“The victims were Black, and the reports are so written as to make it appear that the helpless creatures deserved the fate which overtook them.” – Ida B. Wells
The myth of the perfect victim is an absurdity demanding the victims of police killings prove — from beneath the barren wombs of unmarked graves — that only one death is sufficient. It summons the dead to argue that R.I.P. is more than a cliched acronym but an ethical duty owed to them. However, when it comes to the dead, particularly those of a darker corpse, the police live to haunt this mantra.
For the police, the perpetual reenactment of death — such as lying on the street for four hours of death, the deadly denial of paramedics as she is still breathing until death, the death of “it looks like a closed casket, homie” after death — is a public ritual demonstrating the cost of imperfection. Because only when the victims of police killings can prove their humanity does this myth come to life.
Of course, the dead cannot speak for themselves. Public opinion cannot hear them. Their line of communication was left off the hook as the police cradled to form a quorum unanimously deeming them a threat, and voted to then perform the state execution — “public safety” style. So this myth is as dead as the Black people the police kill with impunity. Yet, the police act as the spokespeople for the dead by perpetuating this myth:
Okay, yeah, Breonna Taylor might have been murdered cold in her home but she shouldn’t have dated a drug dealer nor have lived in a neighborhood that was prime for gentrification. Okay, it might be true that Dreasjon Reed was running away, but he shouldn’t have been running! And you know what? He had a gun! A gun we believe was fired in a completely unrelated and irrelevant drive-by that occurred months prior to us killing him, but a weapon nonetheless. You know, a gun like the Subway sandwich *oops I mean a weapon* that Casey Christopher Goodson Jr. was twirling before we had to kill him too.

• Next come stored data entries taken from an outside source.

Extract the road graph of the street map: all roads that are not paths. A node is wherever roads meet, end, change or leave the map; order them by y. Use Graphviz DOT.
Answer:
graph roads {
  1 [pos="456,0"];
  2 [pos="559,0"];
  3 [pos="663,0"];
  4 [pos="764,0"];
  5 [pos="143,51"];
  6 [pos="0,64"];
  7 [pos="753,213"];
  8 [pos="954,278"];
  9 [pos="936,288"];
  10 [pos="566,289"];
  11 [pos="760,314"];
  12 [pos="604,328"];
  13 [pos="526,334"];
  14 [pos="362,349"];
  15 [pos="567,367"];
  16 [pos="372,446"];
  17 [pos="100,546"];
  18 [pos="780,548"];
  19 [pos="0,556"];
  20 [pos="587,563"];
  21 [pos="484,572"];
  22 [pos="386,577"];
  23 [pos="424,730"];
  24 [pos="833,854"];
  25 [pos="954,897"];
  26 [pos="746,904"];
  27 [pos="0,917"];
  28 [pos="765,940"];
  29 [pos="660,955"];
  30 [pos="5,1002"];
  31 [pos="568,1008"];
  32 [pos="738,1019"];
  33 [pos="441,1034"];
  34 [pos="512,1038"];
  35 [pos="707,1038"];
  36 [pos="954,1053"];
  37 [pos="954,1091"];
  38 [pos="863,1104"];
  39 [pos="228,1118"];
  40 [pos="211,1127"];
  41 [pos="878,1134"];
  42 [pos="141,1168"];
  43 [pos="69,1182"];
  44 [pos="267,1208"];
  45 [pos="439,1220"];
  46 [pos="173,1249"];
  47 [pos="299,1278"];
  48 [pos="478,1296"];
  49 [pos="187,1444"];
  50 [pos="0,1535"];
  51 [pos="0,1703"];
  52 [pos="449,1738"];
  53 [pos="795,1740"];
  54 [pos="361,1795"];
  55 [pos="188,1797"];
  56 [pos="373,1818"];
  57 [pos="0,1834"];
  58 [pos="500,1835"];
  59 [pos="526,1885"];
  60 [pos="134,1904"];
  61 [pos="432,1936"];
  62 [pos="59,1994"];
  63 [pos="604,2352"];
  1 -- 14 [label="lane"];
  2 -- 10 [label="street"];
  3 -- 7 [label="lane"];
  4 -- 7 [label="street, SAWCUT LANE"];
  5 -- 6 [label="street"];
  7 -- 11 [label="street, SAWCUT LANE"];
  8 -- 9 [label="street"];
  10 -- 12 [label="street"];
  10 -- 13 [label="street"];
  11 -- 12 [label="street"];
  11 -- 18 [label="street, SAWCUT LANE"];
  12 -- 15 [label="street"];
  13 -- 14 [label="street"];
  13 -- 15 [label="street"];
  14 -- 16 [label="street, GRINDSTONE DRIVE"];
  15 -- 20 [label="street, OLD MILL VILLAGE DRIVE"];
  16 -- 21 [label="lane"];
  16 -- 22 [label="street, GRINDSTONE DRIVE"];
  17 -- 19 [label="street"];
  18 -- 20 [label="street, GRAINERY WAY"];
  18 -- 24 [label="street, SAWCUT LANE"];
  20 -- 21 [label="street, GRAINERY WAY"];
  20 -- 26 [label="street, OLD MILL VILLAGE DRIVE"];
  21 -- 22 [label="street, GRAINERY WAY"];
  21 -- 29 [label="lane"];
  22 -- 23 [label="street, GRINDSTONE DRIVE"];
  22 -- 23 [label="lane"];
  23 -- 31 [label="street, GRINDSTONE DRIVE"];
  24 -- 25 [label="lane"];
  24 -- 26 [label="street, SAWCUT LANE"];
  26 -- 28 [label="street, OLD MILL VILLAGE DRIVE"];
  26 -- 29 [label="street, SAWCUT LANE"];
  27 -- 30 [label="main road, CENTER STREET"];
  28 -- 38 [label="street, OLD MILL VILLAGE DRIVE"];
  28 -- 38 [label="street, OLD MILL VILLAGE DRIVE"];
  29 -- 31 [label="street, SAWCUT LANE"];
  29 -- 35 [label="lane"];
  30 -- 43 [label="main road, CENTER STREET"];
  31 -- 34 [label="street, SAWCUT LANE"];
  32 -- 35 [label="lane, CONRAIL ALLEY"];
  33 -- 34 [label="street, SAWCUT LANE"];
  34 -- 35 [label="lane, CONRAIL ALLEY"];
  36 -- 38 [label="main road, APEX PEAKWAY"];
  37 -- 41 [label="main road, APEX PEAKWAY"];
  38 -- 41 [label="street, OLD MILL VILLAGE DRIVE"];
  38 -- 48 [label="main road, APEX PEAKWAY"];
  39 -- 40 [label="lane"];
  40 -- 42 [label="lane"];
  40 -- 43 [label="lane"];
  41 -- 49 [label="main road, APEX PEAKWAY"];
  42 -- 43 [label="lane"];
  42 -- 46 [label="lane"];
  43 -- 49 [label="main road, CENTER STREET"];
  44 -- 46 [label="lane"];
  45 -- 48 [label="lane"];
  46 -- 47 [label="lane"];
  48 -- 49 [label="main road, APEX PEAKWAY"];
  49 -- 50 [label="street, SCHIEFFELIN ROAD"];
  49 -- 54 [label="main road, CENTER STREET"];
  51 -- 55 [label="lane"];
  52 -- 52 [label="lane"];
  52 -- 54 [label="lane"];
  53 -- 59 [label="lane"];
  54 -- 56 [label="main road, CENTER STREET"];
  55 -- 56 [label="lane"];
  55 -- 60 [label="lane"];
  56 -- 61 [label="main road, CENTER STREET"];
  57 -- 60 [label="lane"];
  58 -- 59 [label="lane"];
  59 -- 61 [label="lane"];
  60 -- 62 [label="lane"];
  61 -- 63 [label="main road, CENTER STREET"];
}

Each reference implies that it is because of the alleged imperfections of these victims that they now belong to the dead.
Police are bred with a warrior mentality that bestows a birthright upon them to cleanse our world of its imperfections. These imperfections harvest the marks of Blackness, Black maleness, homelessness, mental illness, queerness, etc., all conspiring in tandem as perceived threats that serve as potential stains to the sanctity of the state. These threats must be explained away through cop talk:
“Disorderly populations”
“Justifiable homicide”
“Officer-Involved Shooting”
“The police feared for their life”
“Unarmed vs. armed”
Cop talk conditions us to see each “officer-involved shooting” through the eyes of the police. This gerrymandered view exempts us from critically asking what the victim’s state of mind was, or if they “feared for their life” while fleeing the pursuit of an officer like a helpless creature on the verge of becoming prey. Police officers are always “armed” with the propensity to hunt — yet the idea of the prey shooting back is seldom rationalized as “justifiable.” The law does not permit such consideration for “disorderly populations” purged to the bottom of the food chain.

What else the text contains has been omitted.